Weak U.S. labor data on Thursday fueled bets that the Federal Reserve will begin cutting rates by as soon as September.
The number of Americans filing for first-time unemployment benefits rose by 229,000 last week, more than the expected 220,000.
Hefty weekly losses on OPEC+, US inventories
Crude benchmarks are still on course to post weekly losses after the Organization of Petroleum Exporting Countries and allies (OPEC+) signaled it could begin scaling back production cuts this year.
Additionally, government inventory data showed on Wednesday that U.S. oil inventories grew by 1.2 million barrels in the week to May 31, compared to expectations for a draw of 2.1 mb.

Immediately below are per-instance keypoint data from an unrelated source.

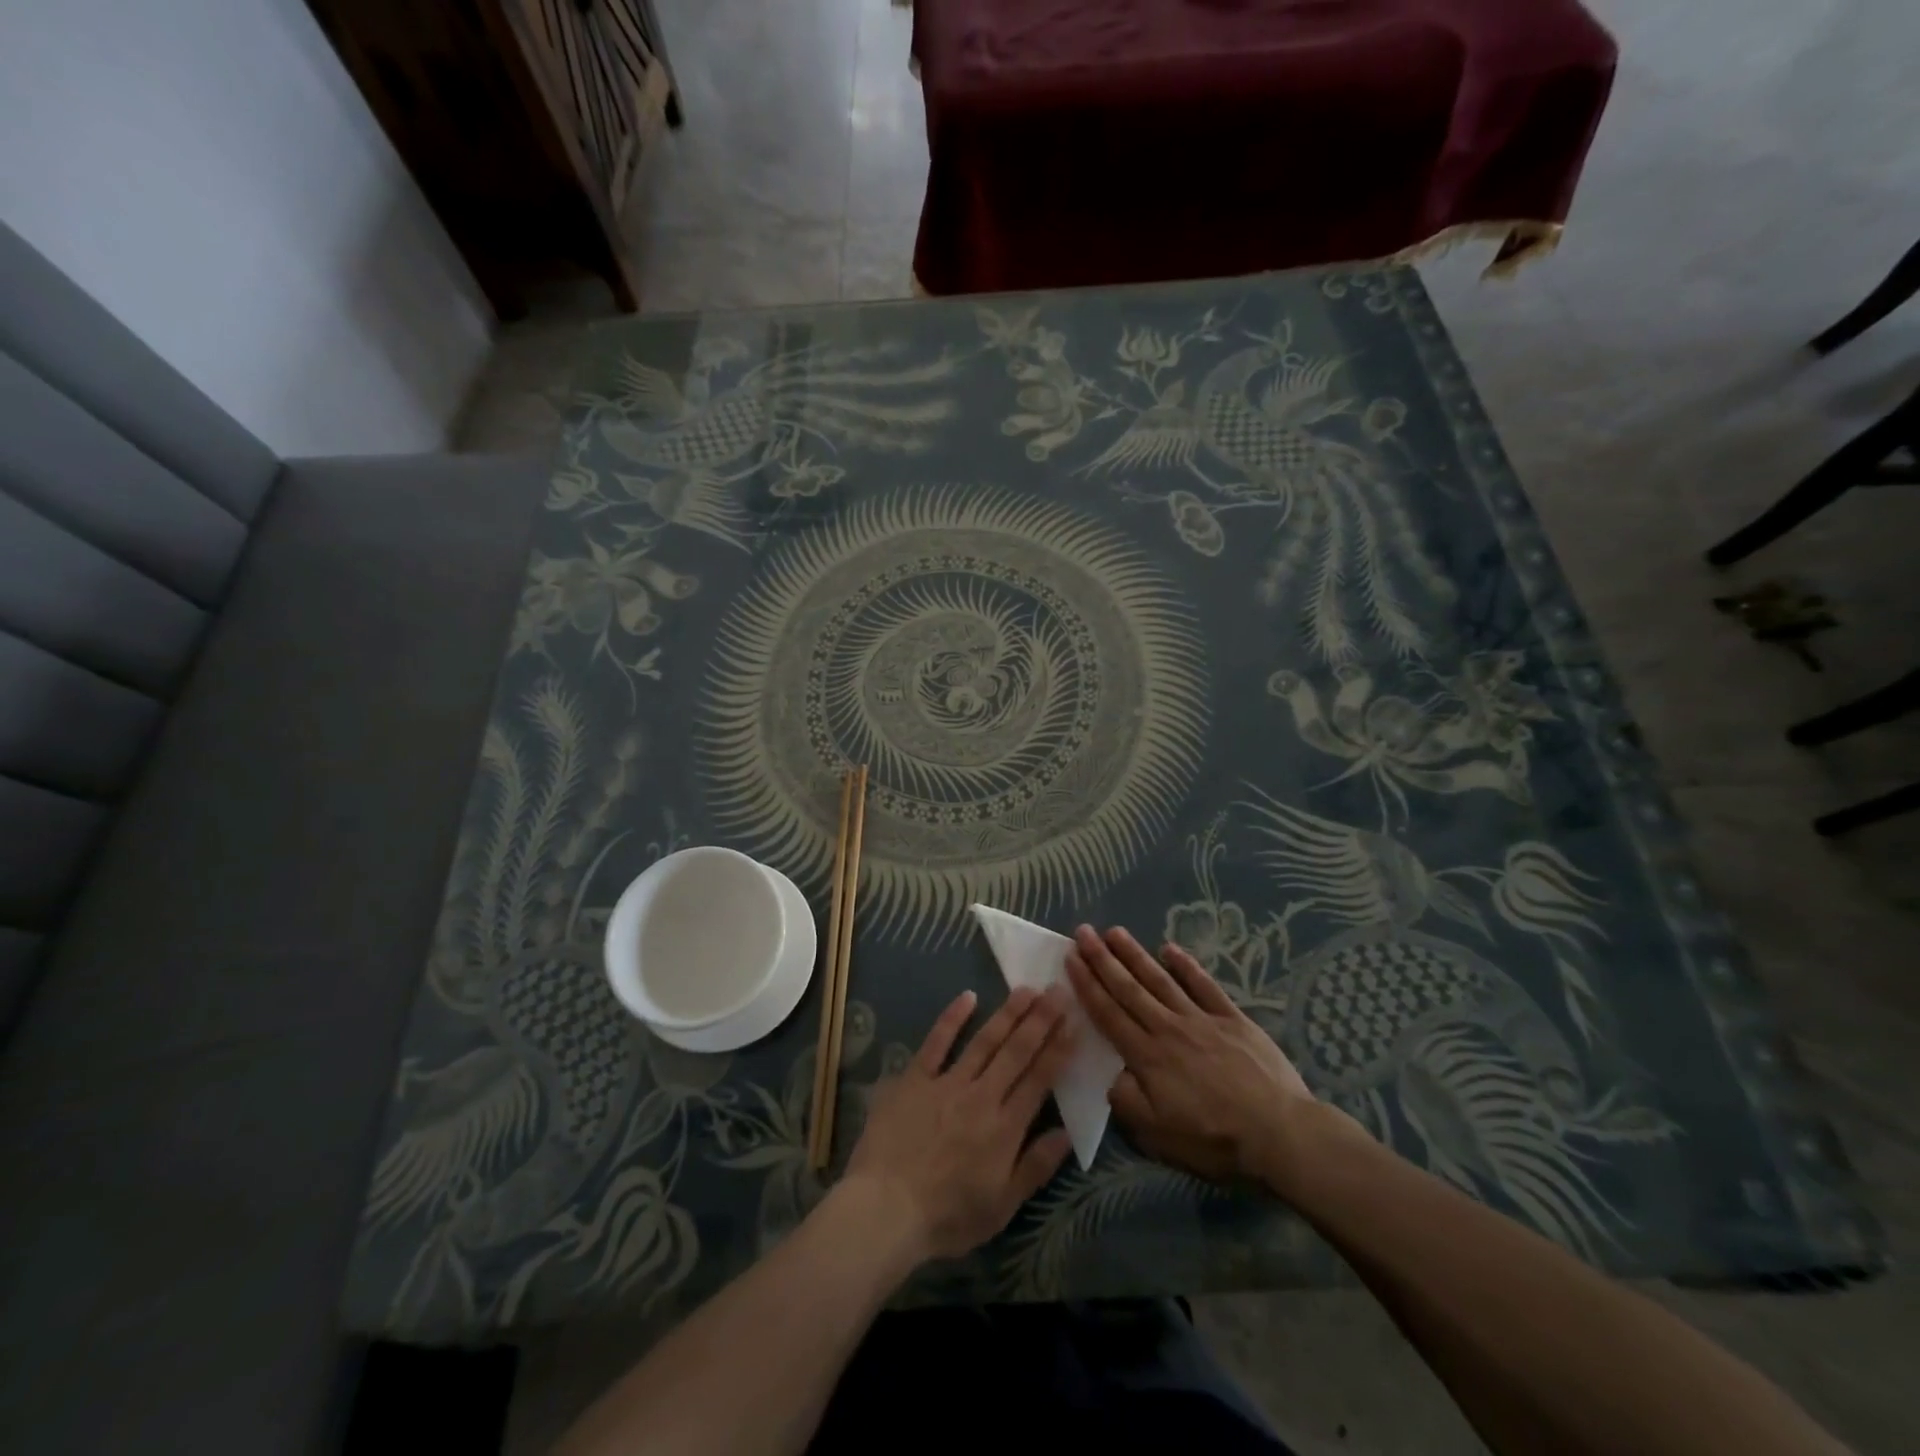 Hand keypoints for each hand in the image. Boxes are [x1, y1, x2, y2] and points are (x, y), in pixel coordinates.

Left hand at [844, 986, 1076, 1262]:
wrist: (885, 1209)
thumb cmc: (947, 1216)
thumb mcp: (1001, 1206)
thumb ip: (1036, 1166)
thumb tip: (1068, 1133)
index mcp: (1005, 1128)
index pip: (1039, 1079)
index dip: (1059, 1048)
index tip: (1074, 1020)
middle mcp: (981, 1096)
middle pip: (1017, 1051)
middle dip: (1040, 1019)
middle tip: (1058, 990)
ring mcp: (947, 1083)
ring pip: (984, 1041)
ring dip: (1008, 1013)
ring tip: (1027, 989)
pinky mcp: (915, 1078)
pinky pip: (936, 1042)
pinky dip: (952, 1018)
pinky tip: (968, 996)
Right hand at [1066, 925, 1321, 1186]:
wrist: (1281, 1134)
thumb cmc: (1215, 1140)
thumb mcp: (1158, 1136)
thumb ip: (1127, 1102)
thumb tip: (1108, 1075)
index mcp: (1147, 1056)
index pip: (1108, 1014)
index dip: (1087, 985)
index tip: (1069, 958)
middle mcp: (1168, 1028)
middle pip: (1129, 989)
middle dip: (1102, 959)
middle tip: (1083, 932)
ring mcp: (1202, 1020)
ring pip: (1160, 980)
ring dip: (1135, 955)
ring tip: (1114, 931)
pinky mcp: (1233, 1019)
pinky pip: (1205, 986)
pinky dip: (1187, 966)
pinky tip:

Distillates grew by a bigger-than-expected 3.2 mb, while gasoline inventories grew slightly less than expected at 2.1 mb.
The overall builds in stockpiles raised some concerns over cooling demand in the world’s biggest fuel consumer, even as the travel-heavy summer season began.
OPEC+ could walk back phasing out supply cuts - Roth
Sustained weakness in oil prices could see the OPEC+ walk back on its plans to begin phasing out production cuts this year, Roth MKM analysts said in a note.
The cartel said at its latest meeting that it intends to begin scaling back 2.2 million barrels per day of production cuts from October 2024 to September 2025. This triggered a sharp decline in oil prices.
But weakness in the oil prices may see the OPEC+ postpone, or even put off any plans to increase production.